START DATA EXTRACTS
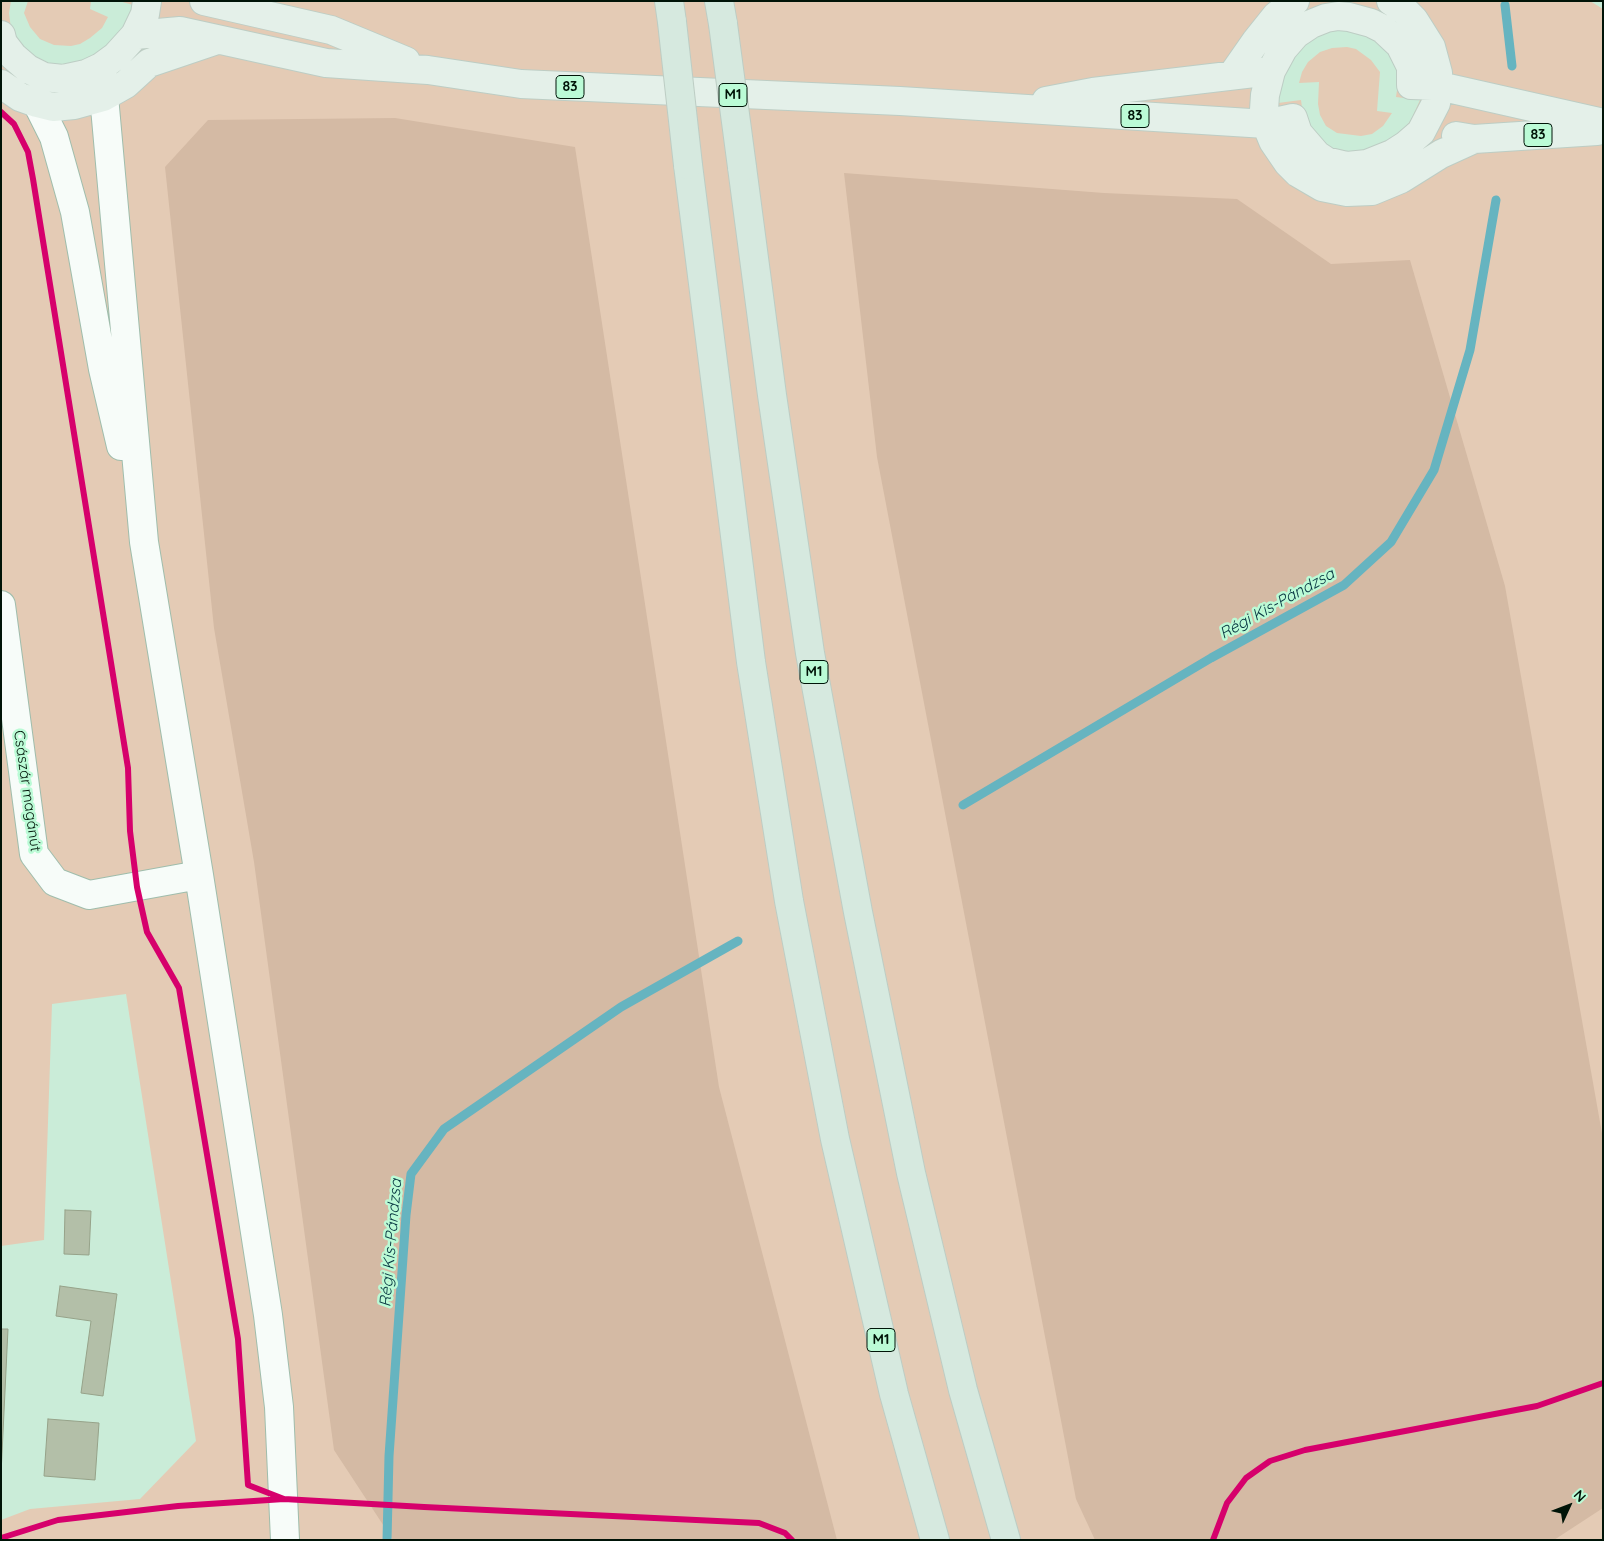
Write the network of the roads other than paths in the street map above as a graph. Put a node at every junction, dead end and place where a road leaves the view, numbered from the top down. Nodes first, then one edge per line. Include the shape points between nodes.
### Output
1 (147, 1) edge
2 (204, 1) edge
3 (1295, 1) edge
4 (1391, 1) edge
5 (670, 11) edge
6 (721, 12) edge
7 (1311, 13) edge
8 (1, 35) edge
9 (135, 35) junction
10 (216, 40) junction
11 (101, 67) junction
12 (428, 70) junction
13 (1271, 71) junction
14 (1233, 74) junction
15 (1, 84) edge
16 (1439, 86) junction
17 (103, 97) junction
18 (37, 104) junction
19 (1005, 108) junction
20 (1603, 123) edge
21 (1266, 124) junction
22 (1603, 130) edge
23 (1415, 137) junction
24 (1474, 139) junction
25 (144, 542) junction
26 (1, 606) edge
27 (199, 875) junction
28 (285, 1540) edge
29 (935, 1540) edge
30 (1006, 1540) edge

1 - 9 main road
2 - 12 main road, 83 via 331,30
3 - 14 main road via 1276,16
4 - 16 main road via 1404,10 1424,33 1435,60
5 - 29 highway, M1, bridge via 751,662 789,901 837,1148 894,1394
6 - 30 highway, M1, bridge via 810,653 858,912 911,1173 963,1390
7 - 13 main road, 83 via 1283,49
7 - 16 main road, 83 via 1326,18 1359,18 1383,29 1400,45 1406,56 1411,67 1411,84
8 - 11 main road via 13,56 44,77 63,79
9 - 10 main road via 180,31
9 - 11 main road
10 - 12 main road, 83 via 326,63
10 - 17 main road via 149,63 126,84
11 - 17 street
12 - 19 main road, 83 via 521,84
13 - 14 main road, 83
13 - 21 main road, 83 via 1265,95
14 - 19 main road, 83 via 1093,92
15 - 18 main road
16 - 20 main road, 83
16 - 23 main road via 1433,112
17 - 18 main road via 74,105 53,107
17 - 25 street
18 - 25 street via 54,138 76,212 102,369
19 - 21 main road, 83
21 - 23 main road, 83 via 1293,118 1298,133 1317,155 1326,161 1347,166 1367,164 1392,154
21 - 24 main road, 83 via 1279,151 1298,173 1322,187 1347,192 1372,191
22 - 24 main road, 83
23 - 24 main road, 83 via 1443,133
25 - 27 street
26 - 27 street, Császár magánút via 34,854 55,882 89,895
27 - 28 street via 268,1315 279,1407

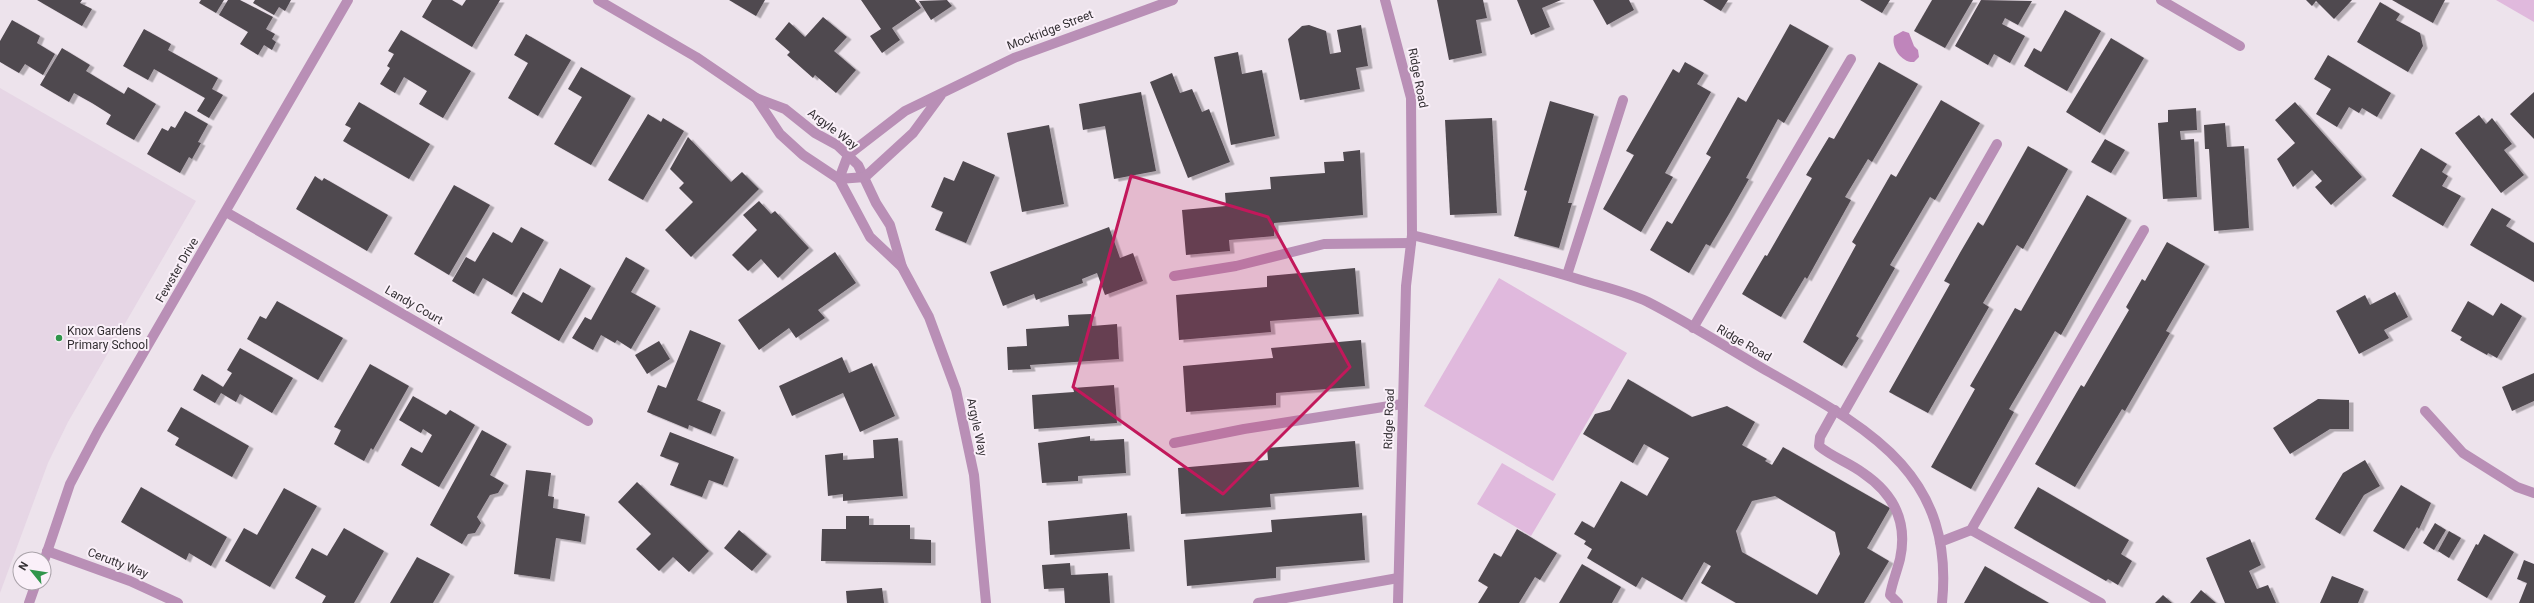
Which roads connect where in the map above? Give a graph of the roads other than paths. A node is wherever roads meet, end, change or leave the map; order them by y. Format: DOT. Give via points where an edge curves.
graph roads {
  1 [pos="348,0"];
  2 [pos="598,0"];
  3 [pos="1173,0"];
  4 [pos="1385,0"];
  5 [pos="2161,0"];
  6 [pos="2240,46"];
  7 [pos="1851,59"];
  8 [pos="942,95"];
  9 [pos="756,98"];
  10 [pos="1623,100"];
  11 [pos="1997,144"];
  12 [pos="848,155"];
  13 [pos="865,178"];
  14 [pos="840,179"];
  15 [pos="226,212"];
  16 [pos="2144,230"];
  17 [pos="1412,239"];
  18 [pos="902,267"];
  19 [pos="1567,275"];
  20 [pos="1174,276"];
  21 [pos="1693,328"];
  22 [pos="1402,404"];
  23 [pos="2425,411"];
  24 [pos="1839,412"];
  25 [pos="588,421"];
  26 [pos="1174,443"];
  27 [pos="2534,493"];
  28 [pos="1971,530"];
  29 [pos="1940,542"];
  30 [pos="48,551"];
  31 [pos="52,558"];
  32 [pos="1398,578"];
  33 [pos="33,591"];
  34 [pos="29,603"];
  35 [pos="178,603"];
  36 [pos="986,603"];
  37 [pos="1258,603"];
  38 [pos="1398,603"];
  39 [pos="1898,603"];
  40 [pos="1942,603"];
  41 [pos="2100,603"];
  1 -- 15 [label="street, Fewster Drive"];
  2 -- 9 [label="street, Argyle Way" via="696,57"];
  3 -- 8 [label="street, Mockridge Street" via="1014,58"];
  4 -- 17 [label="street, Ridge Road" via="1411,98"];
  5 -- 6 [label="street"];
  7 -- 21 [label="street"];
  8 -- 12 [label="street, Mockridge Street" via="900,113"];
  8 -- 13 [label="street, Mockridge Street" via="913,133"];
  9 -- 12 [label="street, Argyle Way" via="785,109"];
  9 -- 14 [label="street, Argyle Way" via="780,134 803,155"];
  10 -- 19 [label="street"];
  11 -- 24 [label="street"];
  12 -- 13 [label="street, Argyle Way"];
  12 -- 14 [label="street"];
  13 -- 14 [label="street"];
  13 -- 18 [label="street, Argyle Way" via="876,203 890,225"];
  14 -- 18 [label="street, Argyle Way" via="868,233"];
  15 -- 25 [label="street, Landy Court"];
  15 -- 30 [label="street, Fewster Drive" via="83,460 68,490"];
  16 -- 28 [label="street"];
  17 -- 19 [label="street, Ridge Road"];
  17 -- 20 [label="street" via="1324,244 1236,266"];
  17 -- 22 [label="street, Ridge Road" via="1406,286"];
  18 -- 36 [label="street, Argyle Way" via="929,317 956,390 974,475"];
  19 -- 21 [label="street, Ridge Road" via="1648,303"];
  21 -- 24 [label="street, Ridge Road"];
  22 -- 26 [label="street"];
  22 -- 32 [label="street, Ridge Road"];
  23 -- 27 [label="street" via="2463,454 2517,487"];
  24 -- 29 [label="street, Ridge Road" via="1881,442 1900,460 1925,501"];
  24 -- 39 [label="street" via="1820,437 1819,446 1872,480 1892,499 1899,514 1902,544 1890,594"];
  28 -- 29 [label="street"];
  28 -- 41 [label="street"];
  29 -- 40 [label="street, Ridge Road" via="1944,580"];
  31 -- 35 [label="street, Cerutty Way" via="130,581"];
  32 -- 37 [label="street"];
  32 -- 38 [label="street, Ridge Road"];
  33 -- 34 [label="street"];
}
END DATA EXTRACTS
▸ **WORK ORDER**
Restate the records above word for word. Skip every picture.

▸ **WRITTEN RESPONSE**
Write the network of the roads other than paths in the street map above as a graph. Put a node at every junction, dead end and place where a road leaves the view, numbered from the top down. Nodes first, then one edge per line. Include the shape points between nodes.
### Output
1 (147, 1) edge
2 (204, 1) edge
3 (1295, 1) edge
4 (1391, 1) edge
5 (670, 11) edge
6 (721, 12) edge
7 (1311, 13) edge
8 (1, 35) edge
9 (135, 35) junction
10 (216, 40) junction
11 (101, 67) junction
12 (428, 70) junction
13 (1271, 71) junction
14 (1233, 74) junction
15 (1, 84) edge
16 (1439, 86) junction
17 (103, 97) junction
18 (37, 104) junction
19 (1005, 108) junction
20 (1603, 123) edge
21 (1266, 124) junction
22 (1603, 130) edge
23 (1415, 137) junction
24 (1474, 139) junction
25 (144, 542) junction
26 (1, 606) edge
27 (199, 875) junction
28 (285, 1540) edge
29 (935, 1540) edge
30 (1006, 1540) edge

1 - 9 main road
2 - 12 main road, 83 via 331,30
3 - 14 main road via 1276,16
4 - 16 main road via 1404,10 1424,33 1435,60
5 - 29 highway, M1, bridge via 751,662 789,901 837,1148 894,1394
6 - 30 highway, M1, bridge via 810,653 858,912 911,1173 963,1390
7 - 13 main road, 83 via 1283,49
7 - 16 main road, 83 via 1326,18 1359,18 1383,29 1400,45 1406,56 1411,67 1411,84
8 - 11 main road via 13,56 44,77 63,79
9 - 10 main road via 180,31
9 - 11 main road
10 - 12 main road, 83 via 326,63
10 - 17 main road via 149,63 126,84
11 - 17 street
12 - 19 main road, 83 via 521,84
13 - 14 main road, 83
13 - 21 main road, 83 via 1265,95
14 - 19 main road, 83 via 1093,92
15 - 18 main road
16 - 20 main road, 83
16 - 23 main road via 1433,112
17 - 18 main road via 74,105 53,107
17 - 25 street
18 - 25 street via 54,138 76,212 102,369
19 - 21 main road, 83
21 - 23 main road, 83 via 1293,118 1298,133 1317,155 1326,161 1347,166 1367,164 1392,154
21 - 24 main road, 83 via 1279,151 1298,173 1322,187 1347,192 1372,191
22 - 24 main road, 83
23 - 24 main road, 83 via 1443,133
25 - 27 street
26 - 27 street, Császár magánút via 34,854 55,882 89,895
27 - 28 street via 268,1315 279,1407

Which roads connect where in the map above? Give a graph of the roads other than paths. A node is wherever roads meet, end, change or leave the map; order them by y. Format: DOT. Give via points where an edge curves.
graph roads {
  1 [pos="348,0"];
  2 [pos="598,0"];
  3 [pos="1173,0"];
  4 [pos="1385,0"];
  5 [pos="2161,0"];
  6 [pos="2240,46"];
  7 [pos="1851,59"];
  8 [pos="942,95"];
  9 [pos="756,98"];
  10 [pos="1623,100"];
  11 [pos="1997,144"];
  12 [pos="848,155"];
  13 [pos="865,178"];
  14 [pos="840,179"];
  15 [pos="226,212"];
  16 [pos="2144,230"];
  17 [pos="1412,239"];
  18 [pos="902,267"];
  19 [pos="1567,275"];
  20 [pos="1174,276"];
  21 [pos="1693,328"];
  22 [pos="1402,404"];
  23 [pos="2425,411"];
  24 [pos="1839,412"];
  25 [pos="588,421"];
  26 [pos="1174,443"];
  27 [pos="2534,493"];
  28 [pos="1971,530"];
  29 [pos="1940,542"];
  30 [pos="48,551"];
  31 [pos="52,558"];
  32 [pos="1398,578"];
  33 [pos="33,591"];
  34 [pos="29,603"];
  35 [pos="178,603"];
  36 [pos="986,603"];
  37 [pos="1258,603"];
  38 [pos="1398,603"];
  39 [pos="1898,603"];
  40 [pos="1942,603"];
  41 [pos="2100,603"];
  1 -- 15 [label="street, Fewster Drive"];
  2 -- 9 [label="street, Argyle Way" via="696,57"];
  3 -- 8 [label="street, Mockridge Street" via="1014,58"];
  4 -- 17 [label="street, Ridge Road" via="1411,98"];
  5 -- 6 [label="street"];
  7 -- 21 [label="street"];
  8 -- 12 [label="street, Mockridge Street" via="900,113"];
  8 -- 13 [label="street, Mockridge Street" via="913,133"];
  9 -- 12 [label="street, Argyle Way" via="785,109"];
  9 -- 14 [label="street, Argyle Way" via="780,134 803,155"];
  10 -- 19 [label="street"];
  11 -- 24 [label="street"];
  12 -- 13 [label="street, Argyle Way"];
  12 -- 14 [label="street"];
  13 -- 14 [label="street"];
  13 -- 18 [label="street, Argyle Way" via="876,203 890,225"];
  14 -- 18 [label="street, Argyle Way" via="868,233"];
  15 -- 25 [label="street, Landy Court"];
  15 -- 30 [label="street, Fewster Drive" via="83,460 68,490"];
  16 -- 28 [label="street"];
  17 -- 19 [label="street, Ridge Road"];
  17 -- 20 [label="street" via="1324,244 1236,266"];
  17 -- 22 [label="street, Ridge Road" via="1406,286"];
  18 -- 36 [label="street, Argyle Way" via="929,317 956,390 974,475"];
  19 -- 21 [label="street, Ridge Road" via="1648,303"];
  21 -- 24 [label="street, Ridge Road"];
  22 -- 26 [label="street"];
  22 -- 32 [label="street, Ridge Road"];
  23 -- 27 [label="street" via="2463,454 2517,487"];
  24 -- 29 [label="street, Ridge Road" via="1881,442 1900,460 1925,501"];
  24 -- 39 [label="street" via="1820,437 1819,446 1872,480 1892,499 1899,514 1902,544 1890,594"];
  28 -- 29 [label="street"];
  28 -- 41 [label="street"];
  29 -- 40 [label="street, Ridge Road" via="1944,580"];
  31 -- 35 [label="street, Cerutty Way" via="130,581"];
  32 -- 37 [label="street"];
  32 -- 38 [label="street, Ridge Road"];
  33 -- 34 [label="street"];
}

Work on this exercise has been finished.